LECCIONES DE LA ELECCIÓN 2016: GOBERNADOR DEJA GOBERNADOR

Lecciones de la elección 2016 son interesantes porque presentan particularidades no registradas en los comicios que se suceden entre 1974 y 2010 en el mismo partido y con el mismo grupo político que acuñaron el principio de que gobernador no deja gobernador.

La primera diferencia es que es la primera vez que un gobernador, teniendo como presidente de la República a un priista, tiene la posibilidad de influir para sugerir los nombres para seleccionar al sucesor, no ocurrió ni con los priistas priistas ni con los priistas de la alternancia con el PRD y PAN.

En los albores de la década de los ochenta los nombres que los tlaxcaltecas tienen como aspirantes al gobierno del estado son Samuel Quiroz, presidente del Tribunal Superior de Justicia y Rafael Minor, senador de la República, pero ninguno logra transformarse en candidato.


Mariano González Zarur y Héctor Ortiz Ortiz fueron las cartas marcadas por el gobernador Tulio Hernández para proponer al presidente Miguel de la Madrid, sin embargo, los líderes del PRI, a sugerencia de Echeverría, logran colar el nombre de Beatriz Paredes.

Salinas de Gortari es el último presidente que tiene en sus manos la decisión de destapar al tapado de Tlaxcala. La gobernadora había dejado correr la idea de que si la decisión del presidente se inclinaba por Álvarez Lima, no tenía objeción.

Esta decisión pudo haber sido producto de la proyección a la que aspiraba la gobernadora y su conocimiento de las las reglas del presidencialismo mexicano, de ahí la necesidad de cuidar la relación con quien despacha en Los Pinos.

El último gobierno priista generó condiciones para estimular un cambio democrático y creó expectativas en la oposición para que organizada pudiera competir con éxito, a pesar de que asumió la candidatura en la figura de Joaquín Cisneros.

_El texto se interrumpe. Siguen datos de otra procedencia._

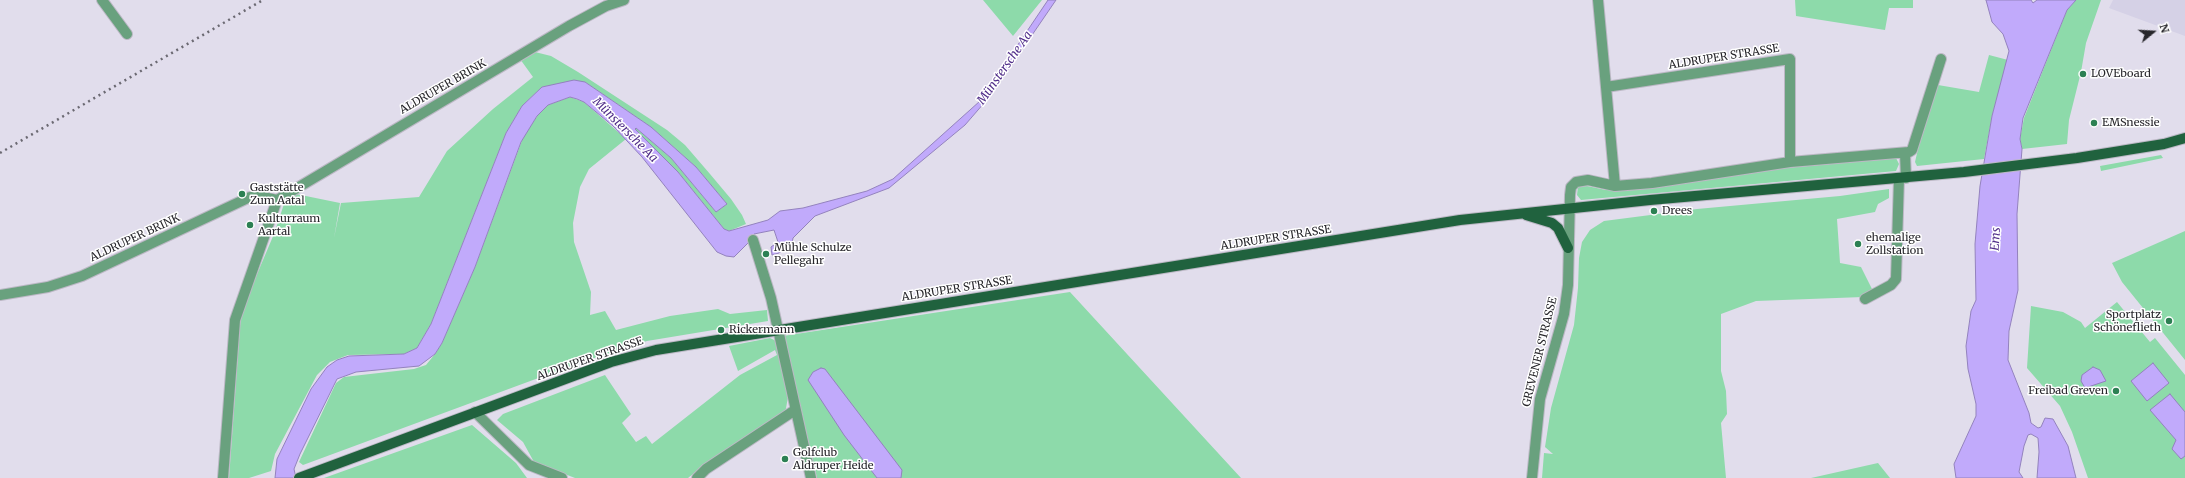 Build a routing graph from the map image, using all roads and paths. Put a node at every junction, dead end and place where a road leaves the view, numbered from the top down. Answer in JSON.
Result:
{"nodes":[{"id":1,"x":102,"y":0,"type":"edge"},
{"id":2,"x":624,"y":0,"type":"edge"},
{"id":3,"x":1598,"y":0,"type":"edge"},
{"id":4,"x":127,"y":34,"type":"dead end"},
{"id":5,"x":1940,"y":59,"type":"dead end"},
{"id":6,"x":1606,"y":86,"type":"junction"},
{"id":7,"x":2185,"y":138,"type":"edge"},
{"id":8,"x":1904,"y":153,"type":"junction"},
{"id":9,"x":1790,"y":162,"type":"junction"},
{"id":10,"x":1903,"y":178,"type":"junction"},
{"id":11,"x":1615,"y":186,"type":"junction"},
{"id":12,"x":277,"y":200,"type":"junction"},
{"id":13,"x":1570,"y":208,"type":"junction"},
{"id":14,"x":1520,"y":213,"type":"junction"},
{"id":15,"x":753,"y":240,"type":"dead end"},
{"id":16,"x":1568,"y":248,"type":"junction"},
{"id":17,"x":0,"y":295,"type":"edge"},
{"id":18,"x":1866,"y":299,"type":"dead end"},
{"id":19,"x":778,"y":330,"type":"junction"},
{"id":20,"x":795,"y":410,"type":"junction"},
{"id":21,"x":475,"y":412,"type":"junction"},
{"id":22,"x":223,"y":478,"type":"edge"},
{"id":23,"x":299,"y":478,"type":"edge"},
{"id":24,"x":562,"y":478,"type":"edge"},
{"id":25,"x":697,"y":478,"type":"edge"},
{"id":26,"x":811,"y":478,"type":"edge"},
{"id":27,"x":1532,"y":478,"type":"edge"}],
"edges":[{"from":1,"to":4,"type":"street"},
{"from":2,"to":12,"type":"street","name":"ALDRUPER BRINK"},
{"from":3,"to":6,"type":"street"},
{"from":5,"to":8,"type":"street"},
{"from":6,"to":9,"type":"street","name":"ALDRUPER STRASSE"},
{"from":6,"to":11,"type":"street"},
{"from":7,"to":10,"type":"main road","name":"ALDRUPER STRASSE"},
{"from":8,"to":9,"type":"street"},
{"from":8,"to":10,"type":"street"},
{"from":9,"to":11,"type":"street"},
{"from":10,"to":13,"type":"main road","name":"ALDRUPER STRASSE"},
{"from":10,"to":18,"type":"street"},
{"from":11,"to":13,"type":"street"},
{"from":12,"to":17,"type":"street","name":"ALDRUPER BRINK"},
{"from":12,"to":22,"type":"street"},
{"from":13,"to":14,"type":"main road","name":"ALDRUPER STRASSE"},
{"from":13,"to":16,"type":"street","name":"GREVENER STRASSE"},
{"from":14,"to":16,"type":"main road"},
{"from":14,"to":19,"type":"main road","name":"ALDRUPER STRASSE"},
{"from":15,"to":19,"type":"street"},
{"from":16,"to":27,"type":"street","name":"GREVENER STRASSE"},
{"from":19,"to":20,"type":"street"},
{"from":19,"to":21,"type":"main road","name":"ALDRUPER STRASSE"},
{"from":20,"to":25,"type":"street"},
{"from":20,"to":26,"type":"street"},
{"from":21,"to":23,"type":"main road","name":"ALDRUPER STRASSE"},
{"from":21,"to":24,"type":"street"}]} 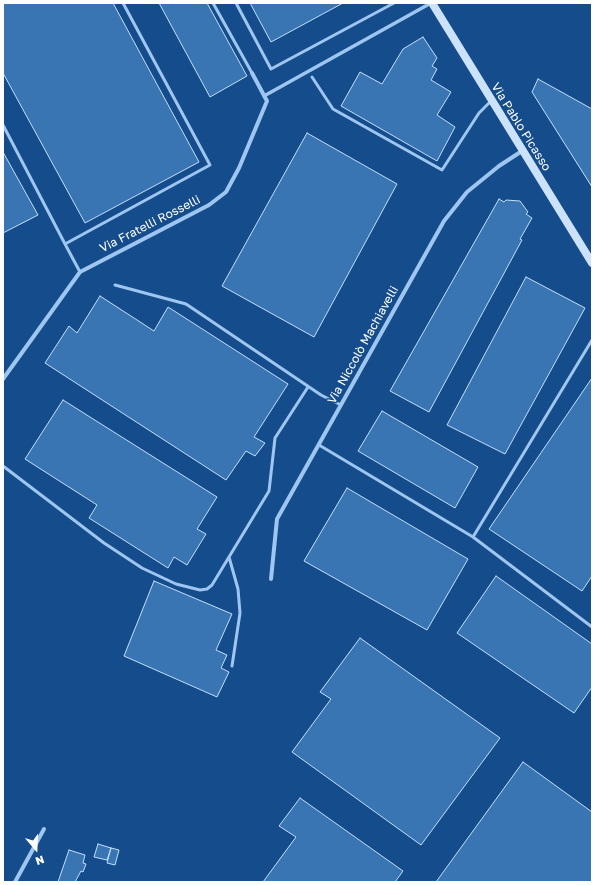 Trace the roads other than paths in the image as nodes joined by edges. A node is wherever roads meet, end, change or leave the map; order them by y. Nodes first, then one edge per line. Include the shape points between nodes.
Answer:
1 (123, 3) edge
2 (213, 3) edge
3 (236, 3) edge
4 (394, 3) edge
5 (431, 3) edge
6 (252, 73) joint
7 (312, 77) dead end
8 (264, 96) junction
9 (491, 101) junction
10 (3, 126) edge
11 (522, 150) junction
12 (65, 244) junction
13 (592, 263) edge
14 (80, 272) junction
15 (115, 285) dead end
16 (592, 340) edge
17 (3, 379) edge
18 (308, 387) junction
19 (341, 405) junction
20 (319, 445) junction
21 (3, 466) edge
22 (473, 537) junction
23 (229, 557) junction
24 (271, 579) dead end
25 (592, 627) edge
26 (232, 666) dead end
27 (44, 828) dead end
28 (15, 882) edge

1 - 12 lane via 210,165
2 - 6 lane
3 - 4 lane via 271,69
5 - 8 street
5 - 9 main road, Via Pablo Picasso
6 - 8 street
7 - 9 lane via 333,109 442,170 479,112
8 - 14 street, Via Fratelli Rosselli via 267,101 226,192 209,205
9 - 11 main road, Via Pablo Picasso
10 - 12 lane
11 - 13 main road, Via Pablo Picasso
11 - 19 street, Via Niccolò Machiavelli via 467,192 444,221
12 - 14 lane
14 - 17 street, Via Fratelli Rosselli
15 - 18 lane via 186,304
16 - 22 lane
18 - 19 lane
18 - 23 lane via 275,438 269,491
19 - 20 street, Via Niccolò Machiavelli
20 - 22 lane
20 - 24 street, Via Niccolò Machiavelli via 277,519
21 - 23 lane via 142,568 176,584 200,590 207,589
22 - 25 lane
23 - 26 lane via 238,589 240,613
27 - 28 street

El primer gobernador de la alternancia tuvo el deseo de dejar a Maricarmen Ramírez y Minerva Hernández, pero no lo logra con ninguna; el segundo gobernador alternante, buen conocedor de las reglas, deja la decisión al presidente que designa a Adriana Dávila. Lecciones de la elección 2016, el tercer alternante rompe esa tradición.